* **TASK STATEMENT**: Only the number is wanted: how many lines of the listing below contain "Give"?

* **DATA SECTION**:
########################################

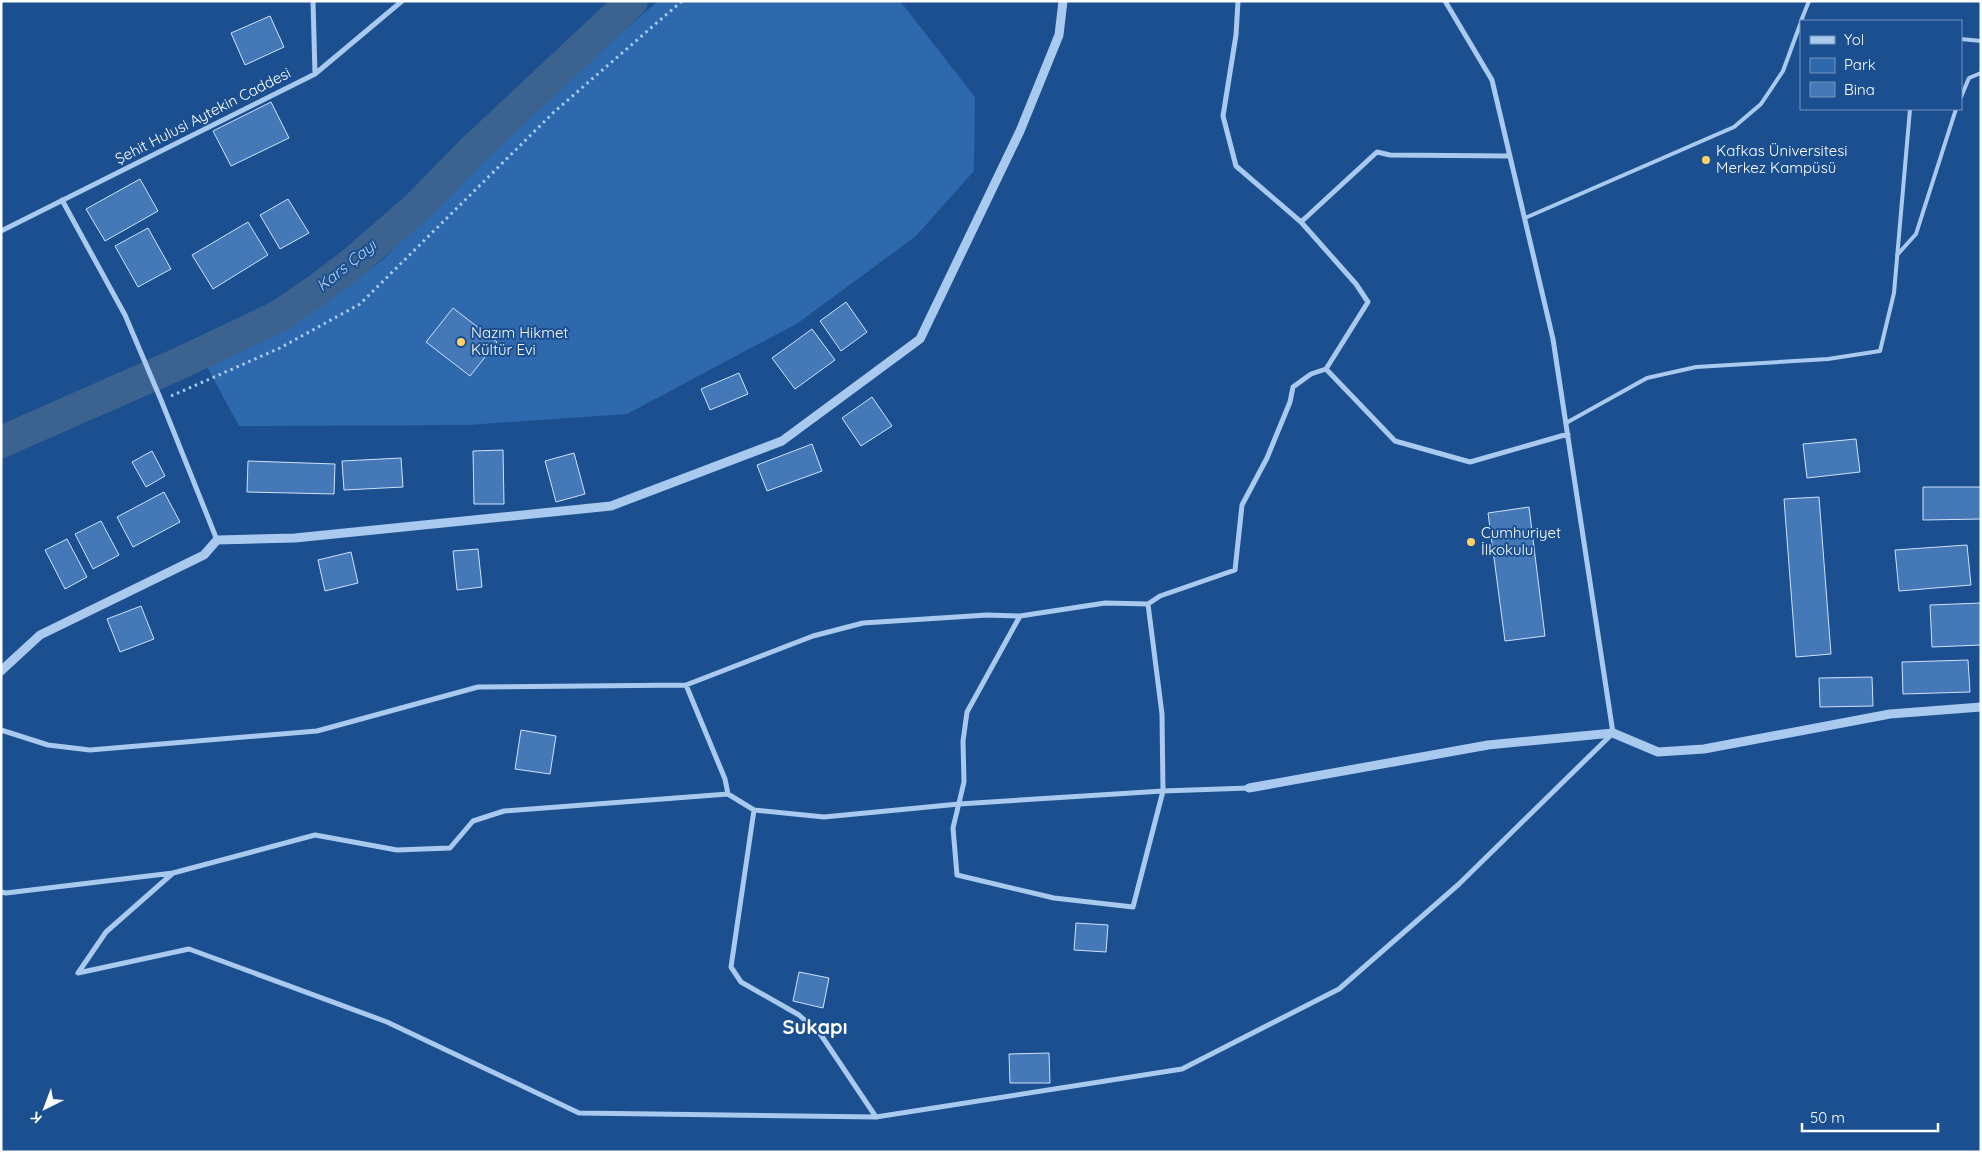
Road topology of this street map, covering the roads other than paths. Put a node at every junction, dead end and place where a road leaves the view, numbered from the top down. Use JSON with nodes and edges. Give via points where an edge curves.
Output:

########################################

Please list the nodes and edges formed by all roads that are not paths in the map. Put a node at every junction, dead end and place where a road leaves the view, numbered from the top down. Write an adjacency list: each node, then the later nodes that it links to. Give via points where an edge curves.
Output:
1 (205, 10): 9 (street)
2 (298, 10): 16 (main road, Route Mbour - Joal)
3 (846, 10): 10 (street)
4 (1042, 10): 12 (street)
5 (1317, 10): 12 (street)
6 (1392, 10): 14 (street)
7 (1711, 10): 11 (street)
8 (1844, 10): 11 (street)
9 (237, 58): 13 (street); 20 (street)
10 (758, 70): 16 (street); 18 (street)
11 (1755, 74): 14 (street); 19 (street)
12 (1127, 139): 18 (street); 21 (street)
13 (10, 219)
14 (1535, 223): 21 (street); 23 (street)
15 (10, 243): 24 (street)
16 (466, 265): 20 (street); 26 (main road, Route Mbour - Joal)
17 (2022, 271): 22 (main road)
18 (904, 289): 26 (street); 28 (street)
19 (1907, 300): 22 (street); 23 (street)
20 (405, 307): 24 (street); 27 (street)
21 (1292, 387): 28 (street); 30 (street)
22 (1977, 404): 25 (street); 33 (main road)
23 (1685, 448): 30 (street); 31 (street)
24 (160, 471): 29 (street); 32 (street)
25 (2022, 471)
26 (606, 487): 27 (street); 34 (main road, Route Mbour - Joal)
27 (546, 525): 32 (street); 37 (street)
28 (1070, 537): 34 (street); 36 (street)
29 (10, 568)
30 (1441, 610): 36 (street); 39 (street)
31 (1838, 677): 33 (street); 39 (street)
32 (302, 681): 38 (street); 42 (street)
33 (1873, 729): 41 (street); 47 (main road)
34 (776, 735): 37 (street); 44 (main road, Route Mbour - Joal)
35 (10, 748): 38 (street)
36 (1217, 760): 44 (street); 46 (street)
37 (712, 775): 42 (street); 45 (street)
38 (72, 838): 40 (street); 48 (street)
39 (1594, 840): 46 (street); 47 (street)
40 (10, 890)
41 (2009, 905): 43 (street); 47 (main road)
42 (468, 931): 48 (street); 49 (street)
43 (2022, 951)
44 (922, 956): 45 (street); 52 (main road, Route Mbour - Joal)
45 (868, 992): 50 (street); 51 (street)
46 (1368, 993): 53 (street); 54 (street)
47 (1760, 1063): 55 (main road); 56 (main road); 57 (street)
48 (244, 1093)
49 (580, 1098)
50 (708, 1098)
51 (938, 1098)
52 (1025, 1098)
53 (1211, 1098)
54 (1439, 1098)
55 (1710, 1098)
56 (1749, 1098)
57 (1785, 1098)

########################################

* **EXERCISE OUTPUT**: 2